Well, with Corbyn thrown under the bus by candidates for building roads in the Falklands Polly Toynbee, Nick Cohen, and their pals in the bourgeoisie's paper of record the Guardian, warmed-over Blairite Keir Starmer has taken over Labour. He's proceeded to stand for nothing, letting the Tory government of Boris Johnson get to his economic left several times without effective pushback. (That in itself is another tale I've waited a while to tell, but the story of our Tory quarries' poring over hoary theory isn't core to the moral of this story so I'm foregoing it; sorry but more later for sure.)

Anyhoo, the fall of Corbyn has left Galloway and his ilk on the Labour hard left with zero influence in the party now. On that basis, Galloway decided to resort to the tactic that had already successfully dickpunched the Blairites once before: running in a byelection as the candidate for a throwaway lefty party. The contours were going to be a little different this time though, and Galloway was going to go in a direction either pioneering or heretical for a leftist, possibly both.

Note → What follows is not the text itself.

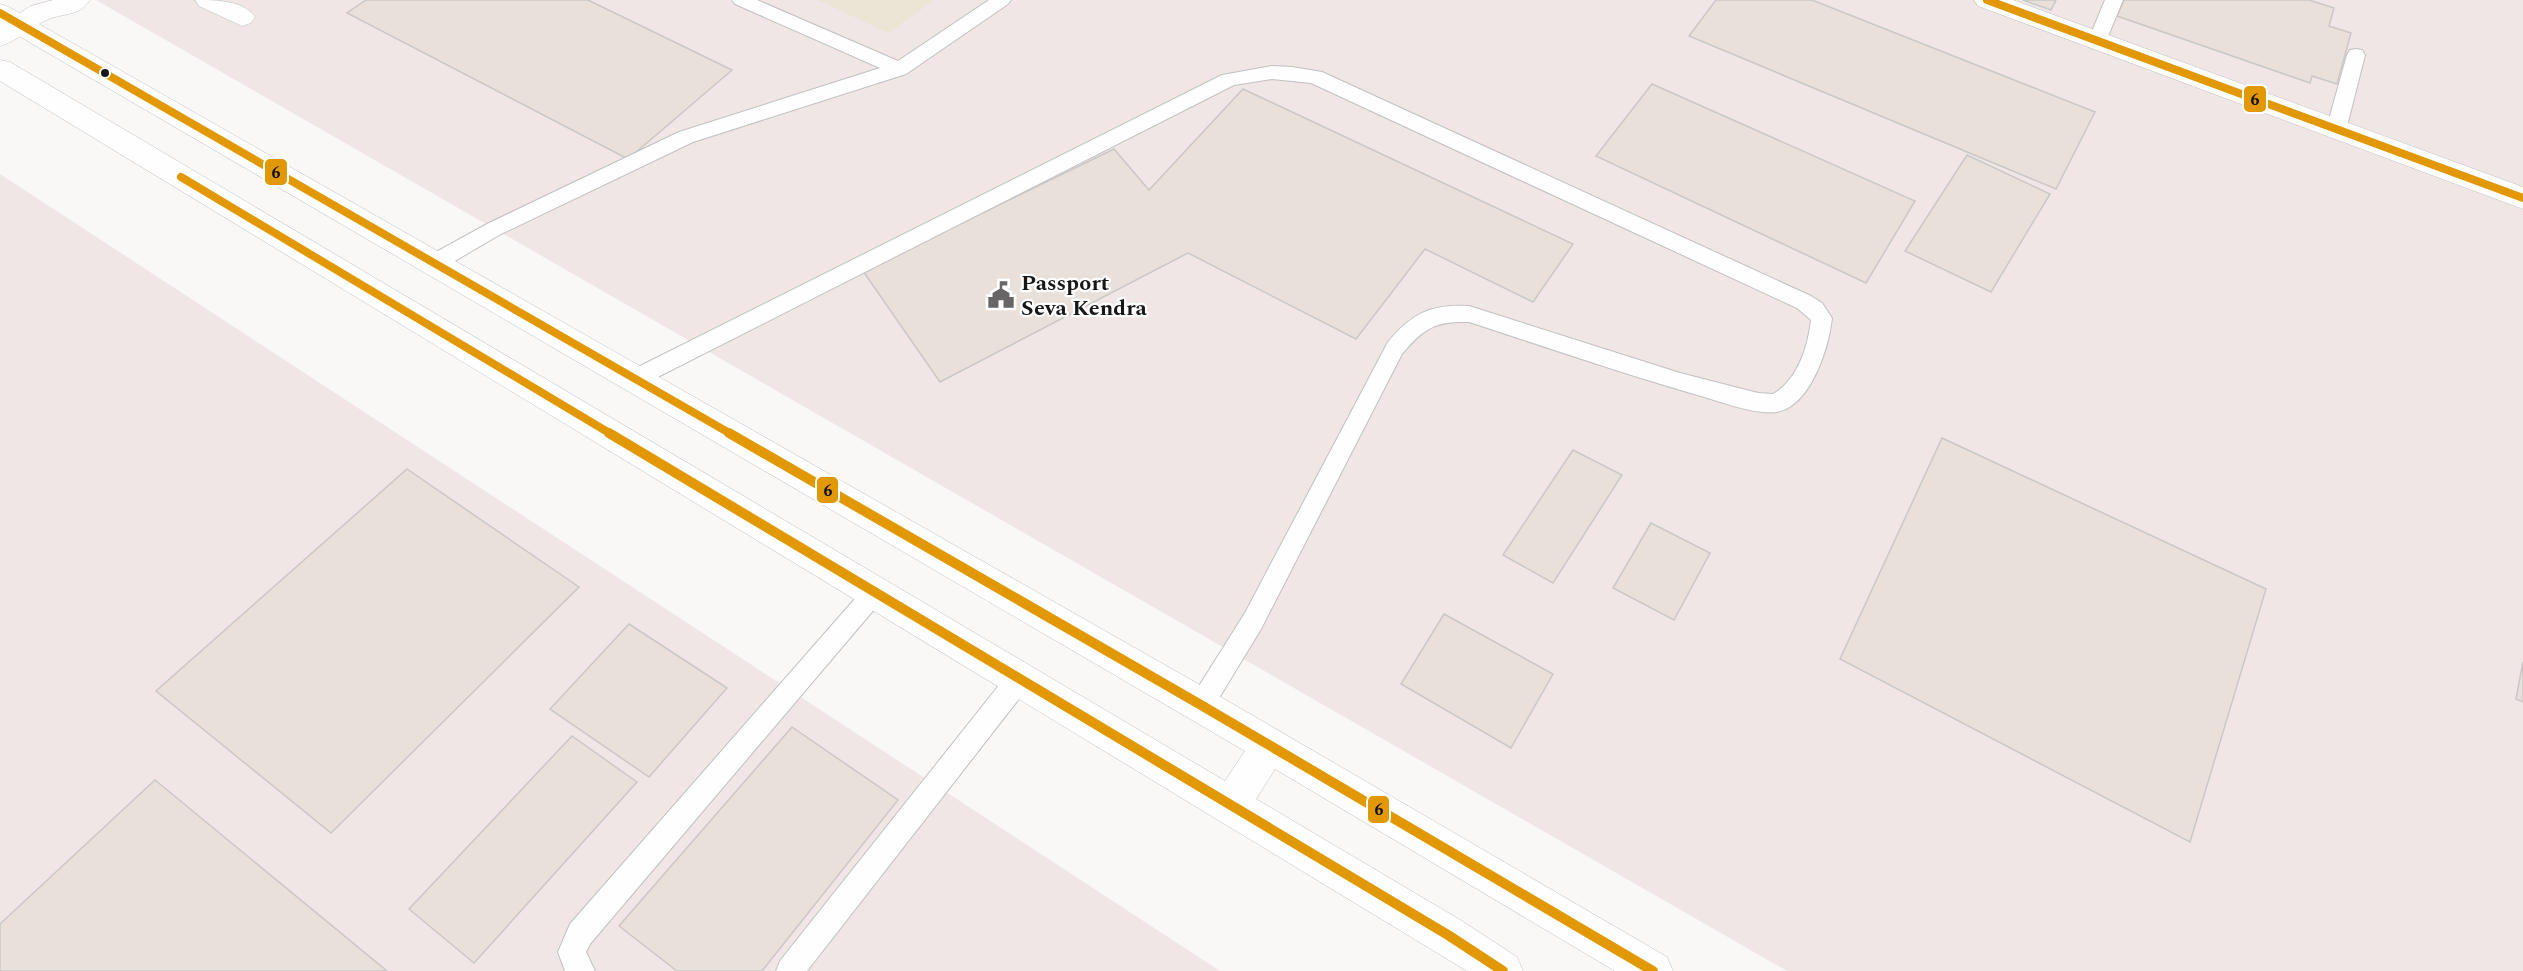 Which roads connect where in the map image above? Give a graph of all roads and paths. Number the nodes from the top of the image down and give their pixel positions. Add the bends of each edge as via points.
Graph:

This byelection involved a seat in Labour's "red wall," a string of seats in the culturally distinct north of England, where once stood the kingdoms of Rheged and Strathclyde, later the kingdoms of Northumbria and Jorvik, and much later the electoral kingdom of Labour. Just as various conquerors of this land have built walls to keep out the barbarian hordes, so was Ramsay MacDonald's red wall once built in the manner of the Hadrian or Antonine walls.

And as in the manner of the Hadrian or Antonine walls, the red wall too eventually collapsed to ruins. Labour lost these seats to the Tories in the last election, as the left has abandoned the working class for the middle class, and as the Tories have become more culturally similar to the working class over time. (This process playing out in America is why Ohio is now solidly Republican, as an analog for my American readership.)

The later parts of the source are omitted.